_Stored items from a collection:_

━━━

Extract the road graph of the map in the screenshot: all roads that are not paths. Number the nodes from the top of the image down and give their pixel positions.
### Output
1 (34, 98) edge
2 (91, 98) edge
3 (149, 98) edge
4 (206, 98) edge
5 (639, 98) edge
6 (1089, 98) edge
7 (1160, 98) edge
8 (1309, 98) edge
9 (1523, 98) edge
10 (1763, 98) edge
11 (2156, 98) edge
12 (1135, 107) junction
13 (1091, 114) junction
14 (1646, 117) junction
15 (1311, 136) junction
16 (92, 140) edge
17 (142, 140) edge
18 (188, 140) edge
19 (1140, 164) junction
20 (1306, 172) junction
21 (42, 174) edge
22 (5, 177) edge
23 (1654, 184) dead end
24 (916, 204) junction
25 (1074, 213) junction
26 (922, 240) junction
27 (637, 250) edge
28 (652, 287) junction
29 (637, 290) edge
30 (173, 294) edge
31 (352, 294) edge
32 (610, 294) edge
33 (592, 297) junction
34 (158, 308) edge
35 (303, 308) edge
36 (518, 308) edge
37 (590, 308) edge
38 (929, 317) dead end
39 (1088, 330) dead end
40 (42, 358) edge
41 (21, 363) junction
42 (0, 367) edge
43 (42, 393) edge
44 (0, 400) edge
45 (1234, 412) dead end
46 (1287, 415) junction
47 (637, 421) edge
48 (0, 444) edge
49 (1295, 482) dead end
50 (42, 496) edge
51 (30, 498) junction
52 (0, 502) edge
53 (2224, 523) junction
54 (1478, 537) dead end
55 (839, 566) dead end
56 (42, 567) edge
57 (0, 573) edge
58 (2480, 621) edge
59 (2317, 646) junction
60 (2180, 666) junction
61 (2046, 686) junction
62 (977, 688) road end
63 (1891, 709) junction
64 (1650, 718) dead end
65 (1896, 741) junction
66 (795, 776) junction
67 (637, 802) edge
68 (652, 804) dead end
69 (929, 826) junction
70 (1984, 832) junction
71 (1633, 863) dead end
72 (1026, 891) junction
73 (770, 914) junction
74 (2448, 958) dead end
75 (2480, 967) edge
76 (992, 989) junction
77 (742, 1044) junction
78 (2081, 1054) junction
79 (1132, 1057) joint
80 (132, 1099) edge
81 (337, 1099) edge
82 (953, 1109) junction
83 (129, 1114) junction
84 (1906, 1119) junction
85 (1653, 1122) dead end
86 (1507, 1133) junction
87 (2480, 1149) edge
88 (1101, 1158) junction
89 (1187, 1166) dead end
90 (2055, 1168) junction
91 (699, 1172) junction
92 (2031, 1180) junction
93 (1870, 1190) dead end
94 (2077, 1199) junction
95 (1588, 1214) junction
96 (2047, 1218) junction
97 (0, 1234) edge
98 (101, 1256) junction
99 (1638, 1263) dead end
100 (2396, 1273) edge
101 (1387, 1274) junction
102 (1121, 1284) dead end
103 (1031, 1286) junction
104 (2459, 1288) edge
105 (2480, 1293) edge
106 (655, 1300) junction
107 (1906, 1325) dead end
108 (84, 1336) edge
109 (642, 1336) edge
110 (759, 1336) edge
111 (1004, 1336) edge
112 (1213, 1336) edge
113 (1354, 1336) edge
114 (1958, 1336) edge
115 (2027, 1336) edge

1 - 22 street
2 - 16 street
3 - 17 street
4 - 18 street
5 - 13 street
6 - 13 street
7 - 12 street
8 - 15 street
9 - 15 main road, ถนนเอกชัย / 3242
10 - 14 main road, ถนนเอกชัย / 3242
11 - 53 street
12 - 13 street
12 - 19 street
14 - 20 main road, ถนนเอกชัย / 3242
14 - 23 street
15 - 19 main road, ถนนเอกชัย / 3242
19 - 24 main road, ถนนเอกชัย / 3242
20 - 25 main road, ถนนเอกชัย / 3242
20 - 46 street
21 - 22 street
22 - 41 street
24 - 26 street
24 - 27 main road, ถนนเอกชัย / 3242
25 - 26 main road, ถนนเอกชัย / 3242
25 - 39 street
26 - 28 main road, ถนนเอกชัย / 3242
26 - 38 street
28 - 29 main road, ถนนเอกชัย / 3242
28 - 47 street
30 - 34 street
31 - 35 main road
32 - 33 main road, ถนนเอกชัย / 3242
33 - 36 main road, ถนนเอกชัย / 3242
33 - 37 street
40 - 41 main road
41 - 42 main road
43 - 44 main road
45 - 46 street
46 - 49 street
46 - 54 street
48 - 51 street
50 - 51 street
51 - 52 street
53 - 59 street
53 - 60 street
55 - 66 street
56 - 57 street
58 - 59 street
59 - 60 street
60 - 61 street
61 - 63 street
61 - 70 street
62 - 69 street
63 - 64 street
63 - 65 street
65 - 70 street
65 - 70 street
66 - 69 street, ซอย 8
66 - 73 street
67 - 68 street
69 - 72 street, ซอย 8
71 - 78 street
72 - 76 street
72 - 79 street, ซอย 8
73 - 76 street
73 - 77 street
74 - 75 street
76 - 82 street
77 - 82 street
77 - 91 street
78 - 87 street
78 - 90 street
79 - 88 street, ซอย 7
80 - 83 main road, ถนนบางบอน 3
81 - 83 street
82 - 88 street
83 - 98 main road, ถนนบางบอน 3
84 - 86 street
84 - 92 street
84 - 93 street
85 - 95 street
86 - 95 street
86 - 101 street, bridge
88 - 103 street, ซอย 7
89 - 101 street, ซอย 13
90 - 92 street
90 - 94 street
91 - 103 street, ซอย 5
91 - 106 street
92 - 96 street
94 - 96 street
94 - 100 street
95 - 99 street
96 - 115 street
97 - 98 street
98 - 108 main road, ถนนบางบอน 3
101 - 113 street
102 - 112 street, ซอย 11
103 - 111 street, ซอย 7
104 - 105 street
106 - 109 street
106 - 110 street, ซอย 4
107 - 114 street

━━━

_Exercise:_
Every line in the records that holds the word "ถนนเอกช" should be copied into the answer.

_Solution for this problem:_
9 - 15 main road, ถนนเอกชัย / 3242
10 - 14 main road, ถนนเอกชัย / 3242
14 - 20 main road, ถนนเอกชัย / 3242
15 - 19 main road, ถนนเอกชัย / 3242
19 - 24 main road, ถนนเอกชัย / 3242
20 - 25 main road, ถนนเอกชัย / 3242
24 - 27 main road, ถนนเอกชัย / 3242
25 - 26 main road, ถนนเอกชัย / 3242
26 - 28 main road, ถนนเอกชัย / 3242
28 - 29 main road, ถนนเอกชัย / 3242
32 - 33 main road, ถนนเอกชัย / 3242
33 - 36 main road, ถนนเอกชัย / 3242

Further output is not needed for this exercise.